TO DO
The reply is to be an exact repetition of the entries that follow, with each picture left out.

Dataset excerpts
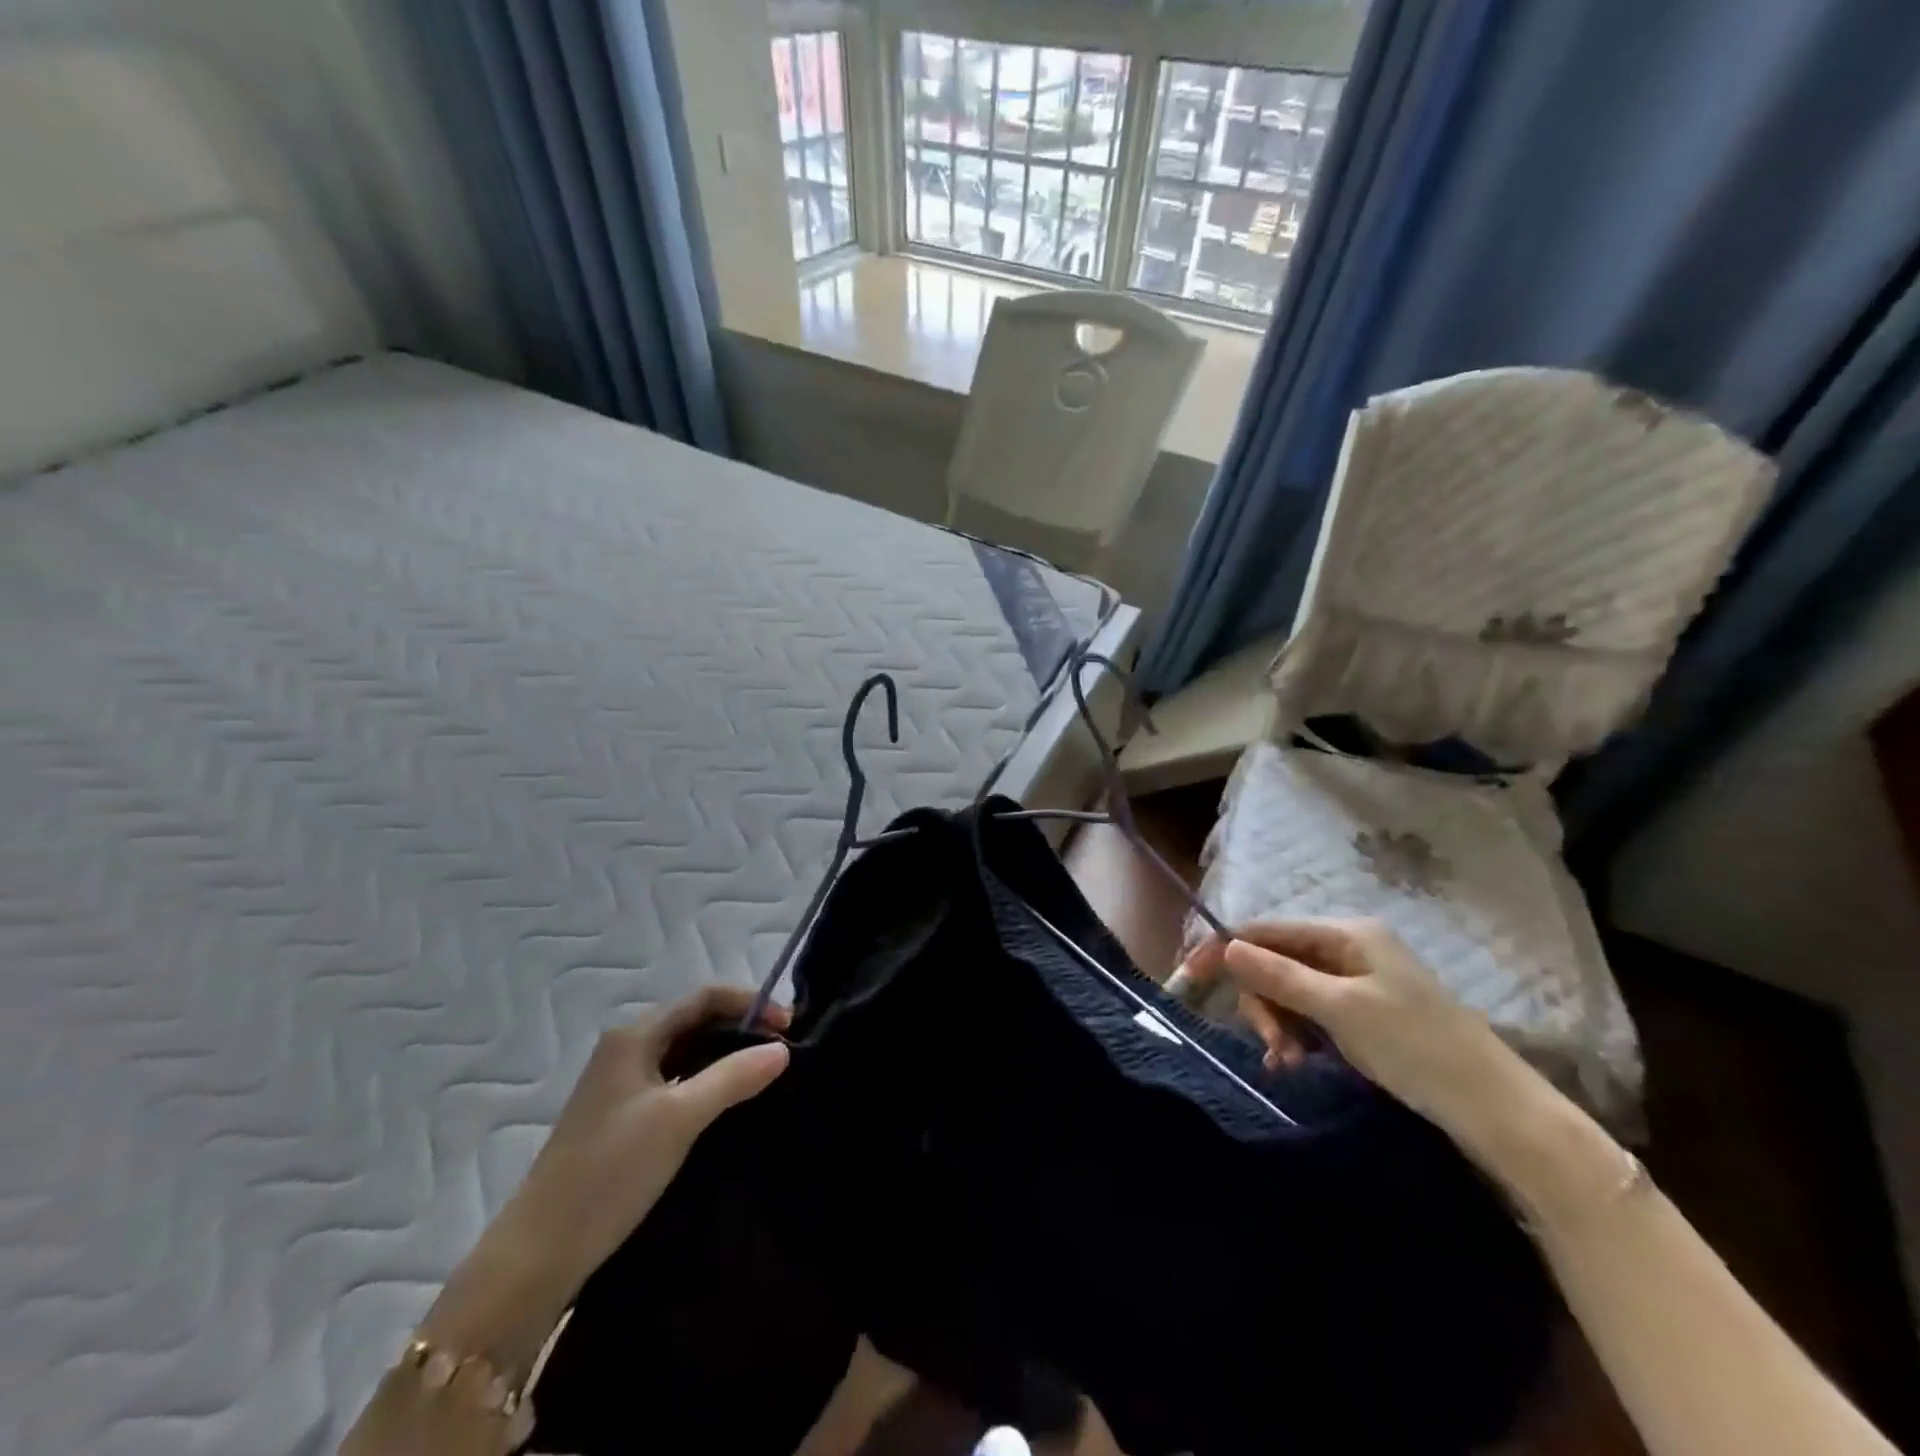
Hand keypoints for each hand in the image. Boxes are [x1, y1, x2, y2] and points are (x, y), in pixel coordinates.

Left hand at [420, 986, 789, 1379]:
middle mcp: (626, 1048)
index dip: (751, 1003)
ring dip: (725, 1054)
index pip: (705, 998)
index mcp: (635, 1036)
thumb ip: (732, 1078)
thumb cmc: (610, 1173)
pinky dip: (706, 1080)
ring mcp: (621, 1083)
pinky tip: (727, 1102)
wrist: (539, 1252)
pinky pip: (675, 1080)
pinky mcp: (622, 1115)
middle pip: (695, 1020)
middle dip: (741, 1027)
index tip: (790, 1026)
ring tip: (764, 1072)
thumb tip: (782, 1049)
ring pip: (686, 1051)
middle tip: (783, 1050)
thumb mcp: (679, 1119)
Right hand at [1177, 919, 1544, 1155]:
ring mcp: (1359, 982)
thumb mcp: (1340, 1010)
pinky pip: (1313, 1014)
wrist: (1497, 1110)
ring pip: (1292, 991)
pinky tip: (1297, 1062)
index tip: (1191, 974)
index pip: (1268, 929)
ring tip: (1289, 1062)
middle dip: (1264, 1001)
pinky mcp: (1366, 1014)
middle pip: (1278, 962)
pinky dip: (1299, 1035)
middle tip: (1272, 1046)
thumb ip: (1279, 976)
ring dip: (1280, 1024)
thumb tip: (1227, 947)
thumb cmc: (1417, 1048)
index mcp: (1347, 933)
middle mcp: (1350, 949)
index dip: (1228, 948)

OUTPUT BELOW
Hand keypoints for each hand in the image. Boxes are [x1, y1, x2, y2] and points are (x, y), in pixel coordinates.

Left hand at [420, 986, 789, 1379]:
middle mcp: (626, 1048)
index dip: (751, 1003)
ring dip: (725, 1054)
index pip: (705, 998)
index mcp: (635, 1036)
thumb ip: (732, 1078)
thumb cmc: (610, 1173)
pinky dip: (706, 1080)
ring mcp: (621, 1083)
pinky tip: (727, 1102)
wrist: (539, 1252)
pinky pip: (675, 1080)
pinky mcp: (622, 1115)
middle pip: (695, 1020)
middle dip: (741, 1027)
index tip: (790, 1026)
ring tip: (764, 1072)
thumb tip: (782, 1049)
ring pip: (686, 1051)
middle tip: (783, 1050)
thumb mcp: (679, 1119)
Right hand at [1177, 919, 1544, 1155]:
ring mcp: (1359, 982)
thumb mcp: (1340, 1010)
pinky pip: (1313, 1014)
wrist: (1497, 1110)
ring pip: (1292, 991)
pinky tip: (1297, 1062)
index tip: (1191, 974)
index pip: (1268, 929)
ring tip: (1289, 1062)
middle dip: (1264, 1001)
pinky mcp: (1366, 1014)
middle pip: (1278, 962)
pinky dip: (1299, 1035)
middle tip: (1272, 1046)
thumb ip: (1279, 976)
ring dip: (1280, 1024)
thumb tip: (1227, 947)
thumb cmc: (1417, 1048)
index mcp: (1347, 933)
middle mcp: (1350, 949)
index dip: (1228, 948)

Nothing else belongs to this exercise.